REVIEWED By Marjorie Baumgarten, Fri., Feb. 21, 2020
In Portrait of a Lady on Fire, French filmmaker Céline Sciamma gives the Gothic romance a feminist workout. Set in the late 18th century, the story unfolds primarily in an isolated and windswept estate on the coast of Brittany where mystery lurks and forbidden passions churn. The drafty old mansion’s household comprises three women, to which a fourth is added shortly after the film begins. She is Marianne (Merlant), a painter whose remembrance of things past forms the basis of the movie.
Marianne arrives by sea. The choppy waves rock the boat and eventually toss her painter’s canvases into the sea. Before a word has been spoken, we receive instant insight into Marianne’s character when she dives in, fully clothed, to rescue her “work tools.” After climbing the craggy cliffs that stand between the shore and the estate, she arrives and is greeted by the servant Sophie (Bajrami). The next morning she meets the countess (Golina), who has hired Marianne to paint her daughter’s portrait. It is only then that Marianne learns the strange stipulations regarding her work. She is to paint only from memory rather than direct observation. The subject, Héloïse (Haenel), refuses to pose. The countess requests that Marianne pretend to be Héloïse’s daily walking companion and paint her impressions in secret. The canvas is to be a wedding portrait sent to a suitor in Milan, and if he likes it, a match will be made.

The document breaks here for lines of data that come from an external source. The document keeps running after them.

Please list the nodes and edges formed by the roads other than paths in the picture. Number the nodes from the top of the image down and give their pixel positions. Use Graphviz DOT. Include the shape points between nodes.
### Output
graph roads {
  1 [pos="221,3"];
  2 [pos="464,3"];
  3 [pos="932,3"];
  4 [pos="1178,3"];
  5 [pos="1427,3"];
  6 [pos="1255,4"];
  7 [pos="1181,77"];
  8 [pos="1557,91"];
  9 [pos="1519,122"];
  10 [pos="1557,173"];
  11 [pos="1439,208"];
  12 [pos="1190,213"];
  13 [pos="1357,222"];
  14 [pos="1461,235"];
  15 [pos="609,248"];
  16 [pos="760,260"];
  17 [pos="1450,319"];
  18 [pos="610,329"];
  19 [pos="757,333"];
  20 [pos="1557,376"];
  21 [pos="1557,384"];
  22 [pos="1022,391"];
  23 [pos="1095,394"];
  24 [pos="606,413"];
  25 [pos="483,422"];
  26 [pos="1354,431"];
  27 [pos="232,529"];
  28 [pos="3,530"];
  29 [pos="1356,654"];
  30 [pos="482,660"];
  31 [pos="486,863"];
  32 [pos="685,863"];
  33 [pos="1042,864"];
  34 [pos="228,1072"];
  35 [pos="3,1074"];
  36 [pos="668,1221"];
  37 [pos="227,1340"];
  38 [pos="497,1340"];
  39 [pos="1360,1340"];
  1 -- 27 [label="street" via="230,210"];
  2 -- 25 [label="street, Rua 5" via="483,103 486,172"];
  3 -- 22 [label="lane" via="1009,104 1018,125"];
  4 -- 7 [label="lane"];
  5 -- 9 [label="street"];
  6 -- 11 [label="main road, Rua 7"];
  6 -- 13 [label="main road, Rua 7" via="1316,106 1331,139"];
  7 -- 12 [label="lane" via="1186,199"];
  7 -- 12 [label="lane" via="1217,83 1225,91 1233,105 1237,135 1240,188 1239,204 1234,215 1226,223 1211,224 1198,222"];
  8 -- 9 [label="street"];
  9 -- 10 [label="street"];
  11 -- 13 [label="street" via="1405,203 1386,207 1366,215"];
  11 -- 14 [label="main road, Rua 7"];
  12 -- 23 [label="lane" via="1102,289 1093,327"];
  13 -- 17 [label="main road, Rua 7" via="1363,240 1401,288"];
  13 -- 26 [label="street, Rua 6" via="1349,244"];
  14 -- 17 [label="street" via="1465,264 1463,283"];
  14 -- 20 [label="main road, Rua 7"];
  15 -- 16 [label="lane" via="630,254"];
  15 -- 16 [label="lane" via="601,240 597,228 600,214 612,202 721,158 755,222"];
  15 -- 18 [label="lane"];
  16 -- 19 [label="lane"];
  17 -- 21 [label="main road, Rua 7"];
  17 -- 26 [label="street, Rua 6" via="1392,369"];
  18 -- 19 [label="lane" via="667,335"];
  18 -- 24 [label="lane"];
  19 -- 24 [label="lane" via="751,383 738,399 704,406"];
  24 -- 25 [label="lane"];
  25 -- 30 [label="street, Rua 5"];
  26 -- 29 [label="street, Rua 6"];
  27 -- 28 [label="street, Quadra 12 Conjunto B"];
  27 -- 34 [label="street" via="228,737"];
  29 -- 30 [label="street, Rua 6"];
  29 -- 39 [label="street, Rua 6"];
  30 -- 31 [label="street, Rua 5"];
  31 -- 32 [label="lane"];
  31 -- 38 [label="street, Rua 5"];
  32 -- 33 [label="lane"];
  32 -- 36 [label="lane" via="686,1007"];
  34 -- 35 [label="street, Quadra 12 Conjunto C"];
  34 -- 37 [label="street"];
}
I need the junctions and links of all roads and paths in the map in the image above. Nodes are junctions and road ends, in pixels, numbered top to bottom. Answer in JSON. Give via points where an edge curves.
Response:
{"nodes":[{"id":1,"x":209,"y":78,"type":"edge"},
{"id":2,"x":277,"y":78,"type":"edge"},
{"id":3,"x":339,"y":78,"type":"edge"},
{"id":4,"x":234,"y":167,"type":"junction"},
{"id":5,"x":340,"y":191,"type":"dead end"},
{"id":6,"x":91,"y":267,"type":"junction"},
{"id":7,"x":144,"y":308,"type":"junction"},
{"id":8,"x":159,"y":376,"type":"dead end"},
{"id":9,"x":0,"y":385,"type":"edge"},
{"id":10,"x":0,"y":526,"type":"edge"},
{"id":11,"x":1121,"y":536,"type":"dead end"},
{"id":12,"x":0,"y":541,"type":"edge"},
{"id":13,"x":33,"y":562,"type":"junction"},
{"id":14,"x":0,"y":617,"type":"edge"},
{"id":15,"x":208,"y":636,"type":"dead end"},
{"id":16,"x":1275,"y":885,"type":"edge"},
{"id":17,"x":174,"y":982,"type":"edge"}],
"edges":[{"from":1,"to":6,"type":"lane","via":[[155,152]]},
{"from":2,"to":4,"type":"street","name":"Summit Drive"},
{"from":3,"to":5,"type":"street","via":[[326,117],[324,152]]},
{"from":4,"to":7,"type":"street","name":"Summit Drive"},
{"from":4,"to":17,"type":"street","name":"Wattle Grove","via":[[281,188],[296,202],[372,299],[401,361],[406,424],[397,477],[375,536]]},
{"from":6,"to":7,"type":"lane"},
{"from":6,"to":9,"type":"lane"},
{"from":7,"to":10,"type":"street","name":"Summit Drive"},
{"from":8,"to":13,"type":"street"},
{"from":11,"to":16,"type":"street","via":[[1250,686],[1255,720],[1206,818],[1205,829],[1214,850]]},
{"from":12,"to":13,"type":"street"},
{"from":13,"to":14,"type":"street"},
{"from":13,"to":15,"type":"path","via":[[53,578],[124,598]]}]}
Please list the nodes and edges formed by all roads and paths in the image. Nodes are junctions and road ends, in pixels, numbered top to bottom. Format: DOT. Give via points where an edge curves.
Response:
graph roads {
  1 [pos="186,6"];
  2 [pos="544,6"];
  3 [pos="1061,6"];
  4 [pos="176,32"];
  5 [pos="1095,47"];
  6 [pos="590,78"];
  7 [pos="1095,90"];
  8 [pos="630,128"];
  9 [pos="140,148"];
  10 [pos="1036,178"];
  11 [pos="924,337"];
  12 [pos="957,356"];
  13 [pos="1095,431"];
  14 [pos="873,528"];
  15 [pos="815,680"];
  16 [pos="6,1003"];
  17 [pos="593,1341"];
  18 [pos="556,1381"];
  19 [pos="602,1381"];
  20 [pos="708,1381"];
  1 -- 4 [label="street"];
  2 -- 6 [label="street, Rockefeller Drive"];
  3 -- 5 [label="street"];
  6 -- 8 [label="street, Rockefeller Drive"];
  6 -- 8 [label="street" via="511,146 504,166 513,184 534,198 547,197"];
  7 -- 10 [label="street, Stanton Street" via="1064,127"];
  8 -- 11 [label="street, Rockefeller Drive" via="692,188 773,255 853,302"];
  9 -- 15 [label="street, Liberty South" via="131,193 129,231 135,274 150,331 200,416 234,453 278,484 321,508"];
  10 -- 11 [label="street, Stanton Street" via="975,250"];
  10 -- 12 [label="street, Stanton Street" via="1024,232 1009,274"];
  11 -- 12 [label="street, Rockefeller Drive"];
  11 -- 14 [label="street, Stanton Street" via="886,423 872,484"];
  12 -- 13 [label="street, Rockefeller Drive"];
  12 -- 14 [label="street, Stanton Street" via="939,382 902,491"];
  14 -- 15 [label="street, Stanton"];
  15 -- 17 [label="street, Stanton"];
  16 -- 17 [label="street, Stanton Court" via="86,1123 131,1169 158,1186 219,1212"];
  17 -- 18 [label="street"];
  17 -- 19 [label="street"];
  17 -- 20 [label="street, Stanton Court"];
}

Thus begins Marianne’s observation by subterfuge. Gradually, we learn that Héloïse has recently arrived at her family home from the convent where she had previously resided. Her recently deceased sister was to have married the Milanese gentleman before falling fatally and mysteriously on those foreboding cliffs. Héloïse shows no interest in serving as her sister’s replacement. She notices Marianne’s attentive looks while they walk on the beach and begins to look back. Eventually, she discovers the painting Marianne has been working on in secret, and rebukes the painter for not rendering an honest likeness and instead catering to the demands of the male gaze. Marianne starts the painting again as the countess goes away and leaves them alone for five days.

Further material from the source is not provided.